Mohon tunggu...
Paris Ohoiwirin
Paris Ohoiwirin Mohon Tunggu... Guru - Guru

Menyelesaikan pendidikan terakhir di sekolah tinggi Filsafat Seminari Pineleng, Sulawesi Utara. Gemar membaca dan menulis tema-tema sastra, sejarah dan filosofis

Selanjutnya

Tutup

Cerpen Pilihan

"Menanti"

19 Januari 2023   18:46 Diperbarui: 3 Februari 2023   22:21 328
+
Laporkan Konten
Laporkan Akun
Kompasiana adalah platform blog. Konten ini menjadi tanggung jawab bloger dan tidak mewakili pandangan redaksi Kompas.

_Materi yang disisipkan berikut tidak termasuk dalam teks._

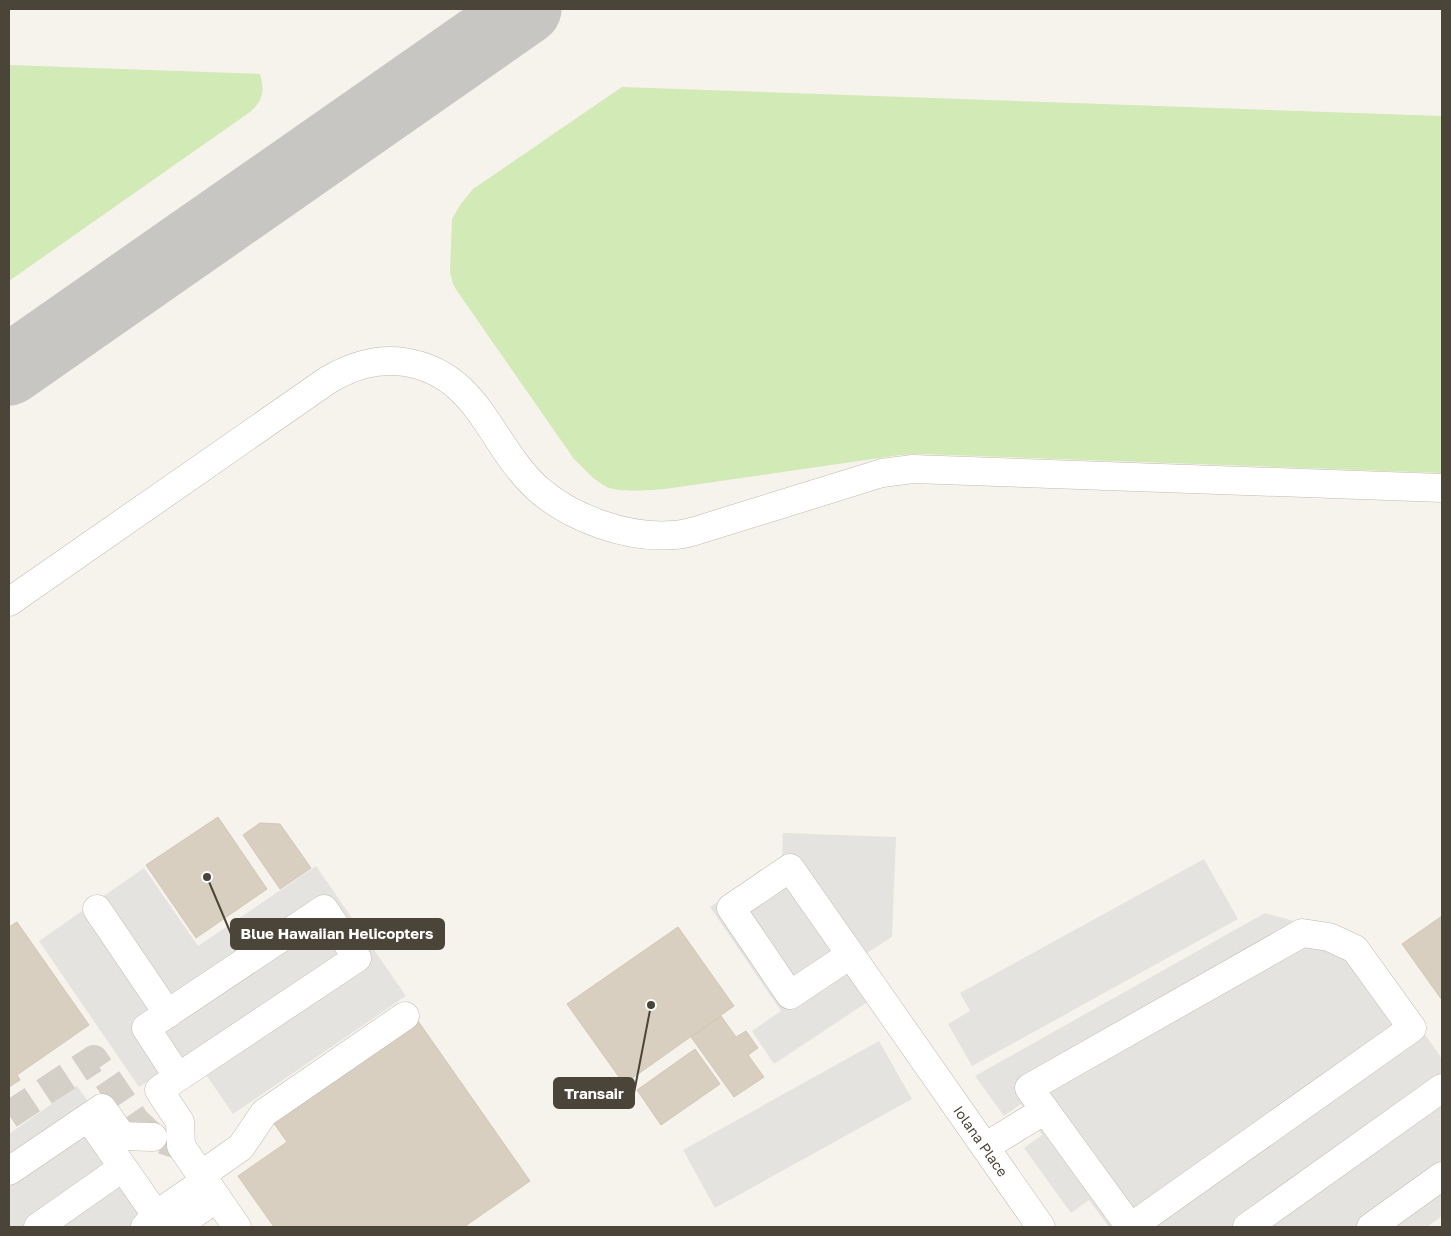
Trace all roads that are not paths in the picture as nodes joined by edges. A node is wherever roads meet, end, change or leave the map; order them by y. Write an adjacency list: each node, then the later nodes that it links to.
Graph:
1 (1442, 488): 2 (street)
2 (9, 602)
3 (97, 909): 5 (street)
4 (850, 954): 4 (street, Iolana Place); 12 (street, Iolana Place)
5 (168, 1014): 7 (street); 7 (street)
6 (406, 1016): 16 (street)
7 (178, 1077): 16 (street)
8 (1442, 1088): 22 (street)
9 (1045, 1110): 12 (street); 18 (street); 18 (street)
10 (89, 1117): 11 (street); 13 (street); 14 (street)
11 (152, 1137)
12 (986, 1148): 21 (street, Iolana Place)
13 (122, 1168): 17 (street); 19 (street)
14 (9, 1171)
15 (1442, 1176): 23 (street)
16 (207, 1185): 17 (street); 20 (street)
17 (158, 1223)
18 (1126, 1226)
19 (38, 1227)
20 (237, 1227)
21 (1041, 1227)
22 (1248, 1227)
23 (1370, 1227)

                                                                                       (Sumber: Nikita Igonkin/Pexels.com)

“Apa yang ingin kau katakan? Katakanlah!” Nada suaraku meninggi. Sementara Leo hanya berdiri terpaku sambil menunduk.

“Apakah kau masih marah padaku?” tanya Leo padaku.

Kata-kata Leo barusan membuatku makin tak sabar. Aku tahu bukan itu yang ingin ditanyakannya kepadaku. Aku mendesak lagi.

“Katakanlah apa yang ingin kau katakan. Aku tidak punya banyak waktu!” Aku menunggu sebuah kalimat yang sebenarnya sudah kunanti dalam dua tahun ini. Tapi…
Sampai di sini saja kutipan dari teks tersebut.